Problem details: Collect every line in the records below that contains the word "Момчила".

Input for this task:
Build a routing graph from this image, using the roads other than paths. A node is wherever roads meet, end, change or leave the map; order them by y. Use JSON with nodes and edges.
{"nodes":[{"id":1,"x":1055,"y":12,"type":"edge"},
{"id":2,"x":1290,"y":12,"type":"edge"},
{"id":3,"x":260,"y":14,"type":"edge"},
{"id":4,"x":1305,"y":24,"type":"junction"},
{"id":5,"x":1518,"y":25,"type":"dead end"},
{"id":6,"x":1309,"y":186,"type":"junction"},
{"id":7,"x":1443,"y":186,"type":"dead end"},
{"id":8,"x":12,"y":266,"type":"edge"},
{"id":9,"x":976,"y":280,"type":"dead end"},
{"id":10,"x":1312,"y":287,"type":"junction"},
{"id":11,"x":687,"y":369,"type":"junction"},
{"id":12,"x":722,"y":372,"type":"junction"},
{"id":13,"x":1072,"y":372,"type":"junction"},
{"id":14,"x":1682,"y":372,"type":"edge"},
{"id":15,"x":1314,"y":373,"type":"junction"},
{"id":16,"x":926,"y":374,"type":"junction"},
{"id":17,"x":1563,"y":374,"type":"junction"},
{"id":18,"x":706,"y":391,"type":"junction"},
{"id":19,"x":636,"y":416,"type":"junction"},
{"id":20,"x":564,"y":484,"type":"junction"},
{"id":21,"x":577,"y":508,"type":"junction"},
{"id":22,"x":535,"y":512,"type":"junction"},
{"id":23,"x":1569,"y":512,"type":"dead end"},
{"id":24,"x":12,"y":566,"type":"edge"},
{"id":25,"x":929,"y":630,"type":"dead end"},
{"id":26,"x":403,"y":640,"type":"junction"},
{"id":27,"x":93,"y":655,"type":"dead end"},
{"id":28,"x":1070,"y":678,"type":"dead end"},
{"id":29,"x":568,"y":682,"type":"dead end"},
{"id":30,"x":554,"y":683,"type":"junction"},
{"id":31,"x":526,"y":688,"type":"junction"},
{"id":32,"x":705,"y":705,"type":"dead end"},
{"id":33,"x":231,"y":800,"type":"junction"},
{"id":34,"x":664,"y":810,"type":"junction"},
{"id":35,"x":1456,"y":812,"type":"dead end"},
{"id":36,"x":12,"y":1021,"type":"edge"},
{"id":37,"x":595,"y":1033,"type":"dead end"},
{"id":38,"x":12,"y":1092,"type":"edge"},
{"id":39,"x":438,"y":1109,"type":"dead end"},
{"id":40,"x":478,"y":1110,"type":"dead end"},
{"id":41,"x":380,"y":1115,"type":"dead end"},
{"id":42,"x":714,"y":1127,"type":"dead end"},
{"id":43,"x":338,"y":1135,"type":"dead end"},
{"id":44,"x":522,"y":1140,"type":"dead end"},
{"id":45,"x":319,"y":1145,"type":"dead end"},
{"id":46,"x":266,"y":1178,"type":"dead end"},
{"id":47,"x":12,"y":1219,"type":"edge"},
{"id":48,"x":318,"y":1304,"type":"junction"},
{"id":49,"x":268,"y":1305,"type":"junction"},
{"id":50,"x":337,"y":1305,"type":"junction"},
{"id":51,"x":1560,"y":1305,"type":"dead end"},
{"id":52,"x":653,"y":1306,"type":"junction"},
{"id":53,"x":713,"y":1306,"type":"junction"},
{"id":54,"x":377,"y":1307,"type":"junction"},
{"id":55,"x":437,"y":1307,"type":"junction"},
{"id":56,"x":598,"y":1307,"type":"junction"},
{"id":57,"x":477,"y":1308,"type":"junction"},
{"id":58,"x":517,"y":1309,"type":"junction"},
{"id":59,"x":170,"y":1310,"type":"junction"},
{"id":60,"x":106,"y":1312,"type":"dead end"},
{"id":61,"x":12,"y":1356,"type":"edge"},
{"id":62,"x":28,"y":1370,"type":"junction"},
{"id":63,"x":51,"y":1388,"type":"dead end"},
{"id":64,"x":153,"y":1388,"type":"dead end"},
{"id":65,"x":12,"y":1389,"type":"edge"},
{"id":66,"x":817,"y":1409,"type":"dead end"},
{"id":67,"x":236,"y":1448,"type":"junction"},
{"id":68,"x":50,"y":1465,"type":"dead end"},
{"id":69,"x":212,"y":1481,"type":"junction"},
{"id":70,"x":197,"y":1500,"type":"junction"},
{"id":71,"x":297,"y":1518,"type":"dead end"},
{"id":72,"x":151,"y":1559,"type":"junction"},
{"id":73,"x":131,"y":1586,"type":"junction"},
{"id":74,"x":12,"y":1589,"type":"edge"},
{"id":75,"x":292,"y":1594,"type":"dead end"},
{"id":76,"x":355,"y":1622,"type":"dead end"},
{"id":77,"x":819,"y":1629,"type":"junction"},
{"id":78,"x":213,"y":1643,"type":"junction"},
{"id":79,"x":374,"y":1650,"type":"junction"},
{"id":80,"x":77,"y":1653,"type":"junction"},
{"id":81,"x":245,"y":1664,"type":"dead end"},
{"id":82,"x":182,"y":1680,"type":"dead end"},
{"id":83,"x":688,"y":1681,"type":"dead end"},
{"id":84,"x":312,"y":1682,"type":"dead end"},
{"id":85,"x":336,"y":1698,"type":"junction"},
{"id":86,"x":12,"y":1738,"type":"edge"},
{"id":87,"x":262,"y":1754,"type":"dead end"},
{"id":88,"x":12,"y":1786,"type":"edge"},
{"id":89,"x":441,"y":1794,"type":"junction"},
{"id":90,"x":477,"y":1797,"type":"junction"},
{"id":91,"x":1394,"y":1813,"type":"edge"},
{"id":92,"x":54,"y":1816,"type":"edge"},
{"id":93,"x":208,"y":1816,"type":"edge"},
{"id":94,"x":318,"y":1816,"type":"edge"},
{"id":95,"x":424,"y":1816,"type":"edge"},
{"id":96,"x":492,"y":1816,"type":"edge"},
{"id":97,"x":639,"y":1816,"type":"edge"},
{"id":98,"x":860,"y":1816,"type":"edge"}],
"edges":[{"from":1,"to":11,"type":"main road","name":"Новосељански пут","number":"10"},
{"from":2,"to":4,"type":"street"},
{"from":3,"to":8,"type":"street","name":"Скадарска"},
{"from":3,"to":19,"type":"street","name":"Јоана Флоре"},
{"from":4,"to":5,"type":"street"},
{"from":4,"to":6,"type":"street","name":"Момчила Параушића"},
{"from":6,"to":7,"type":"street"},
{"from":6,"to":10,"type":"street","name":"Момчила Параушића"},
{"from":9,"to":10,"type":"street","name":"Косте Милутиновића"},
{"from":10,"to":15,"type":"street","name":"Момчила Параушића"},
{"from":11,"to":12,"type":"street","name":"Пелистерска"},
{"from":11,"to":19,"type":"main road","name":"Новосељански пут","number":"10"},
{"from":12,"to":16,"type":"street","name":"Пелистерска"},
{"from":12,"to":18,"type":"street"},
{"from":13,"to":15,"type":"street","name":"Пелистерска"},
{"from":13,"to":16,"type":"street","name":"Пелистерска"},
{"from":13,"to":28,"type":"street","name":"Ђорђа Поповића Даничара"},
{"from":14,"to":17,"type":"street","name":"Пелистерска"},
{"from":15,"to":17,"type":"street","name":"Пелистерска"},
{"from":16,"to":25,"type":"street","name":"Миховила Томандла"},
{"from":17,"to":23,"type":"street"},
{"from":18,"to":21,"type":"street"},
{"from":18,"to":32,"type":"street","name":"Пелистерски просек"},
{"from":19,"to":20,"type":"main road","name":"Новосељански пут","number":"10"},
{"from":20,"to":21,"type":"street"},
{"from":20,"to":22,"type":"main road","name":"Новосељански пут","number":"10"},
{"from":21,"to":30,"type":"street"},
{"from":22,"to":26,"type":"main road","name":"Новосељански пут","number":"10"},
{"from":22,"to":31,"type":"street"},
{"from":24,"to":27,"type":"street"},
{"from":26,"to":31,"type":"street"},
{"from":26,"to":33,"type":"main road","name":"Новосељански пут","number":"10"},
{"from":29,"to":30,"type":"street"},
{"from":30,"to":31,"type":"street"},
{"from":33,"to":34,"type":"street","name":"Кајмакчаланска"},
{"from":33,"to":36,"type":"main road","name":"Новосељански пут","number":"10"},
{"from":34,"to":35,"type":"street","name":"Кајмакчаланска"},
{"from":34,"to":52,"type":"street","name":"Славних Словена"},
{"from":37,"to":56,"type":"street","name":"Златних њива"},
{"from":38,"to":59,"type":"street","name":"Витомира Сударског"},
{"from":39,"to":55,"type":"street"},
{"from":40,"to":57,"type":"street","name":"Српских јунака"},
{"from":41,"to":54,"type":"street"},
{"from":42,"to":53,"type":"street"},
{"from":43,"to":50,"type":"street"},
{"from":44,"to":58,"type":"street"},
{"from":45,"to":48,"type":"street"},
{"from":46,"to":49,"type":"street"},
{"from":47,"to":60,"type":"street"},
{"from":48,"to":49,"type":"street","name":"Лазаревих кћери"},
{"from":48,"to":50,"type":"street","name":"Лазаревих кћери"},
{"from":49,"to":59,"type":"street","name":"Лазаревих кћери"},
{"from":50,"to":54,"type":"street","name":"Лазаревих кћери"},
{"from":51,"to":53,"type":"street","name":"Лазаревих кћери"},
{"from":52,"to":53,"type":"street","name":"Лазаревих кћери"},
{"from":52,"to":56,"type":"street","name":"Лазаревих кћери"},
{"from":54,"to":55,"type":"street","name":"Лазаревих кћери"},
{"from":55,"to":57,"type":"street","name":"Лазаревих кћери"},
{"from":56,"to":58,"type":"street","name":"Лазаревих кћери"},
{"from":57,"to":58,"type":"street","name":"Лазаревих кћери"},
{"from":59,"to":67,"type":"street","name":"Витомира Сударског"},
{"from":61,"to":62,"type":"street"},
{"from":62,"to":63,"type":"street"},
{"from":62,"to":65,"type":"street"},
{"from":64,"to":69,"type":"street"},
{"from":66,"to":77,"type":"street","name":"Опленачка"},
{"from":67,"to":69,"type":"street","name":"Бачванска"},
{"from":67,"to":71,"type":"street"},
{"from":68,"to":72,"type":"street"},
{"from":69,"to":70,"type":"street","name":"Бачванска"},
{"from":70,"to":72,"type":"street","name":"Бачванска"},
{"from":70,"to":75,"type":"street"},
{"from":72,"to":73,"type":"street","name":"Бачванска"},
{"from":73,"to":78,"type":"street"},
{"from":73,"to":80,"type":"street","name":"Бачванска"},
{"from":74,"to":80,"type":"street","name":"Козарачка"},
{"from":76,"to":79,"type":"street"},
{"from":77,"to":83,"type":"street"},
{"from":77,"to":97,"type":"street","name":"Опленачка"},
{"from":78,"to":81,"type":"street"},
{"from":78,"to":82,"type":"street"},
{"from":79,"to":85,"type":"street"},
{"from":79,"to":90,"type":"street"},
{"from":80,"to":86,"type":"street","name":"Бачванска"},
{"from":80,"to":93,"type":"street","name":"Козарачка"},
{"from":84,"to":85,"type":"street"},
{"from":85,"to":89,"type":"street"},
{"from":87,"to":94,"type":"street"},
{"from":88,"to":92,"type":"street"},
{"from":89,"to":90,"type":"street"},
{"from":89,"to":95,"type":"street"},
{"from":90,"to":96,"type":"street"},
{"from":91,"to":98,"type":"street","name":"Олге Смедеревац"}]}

Task output:
{"from":4,"to":6,"type":"street","name":"Момчила Параушића"},
{"from":6,"to":10,"type":"street","name":"Момчила Параушића"},
{"from":10,"to":15,"type":"street","name":"Момчила Параушића"},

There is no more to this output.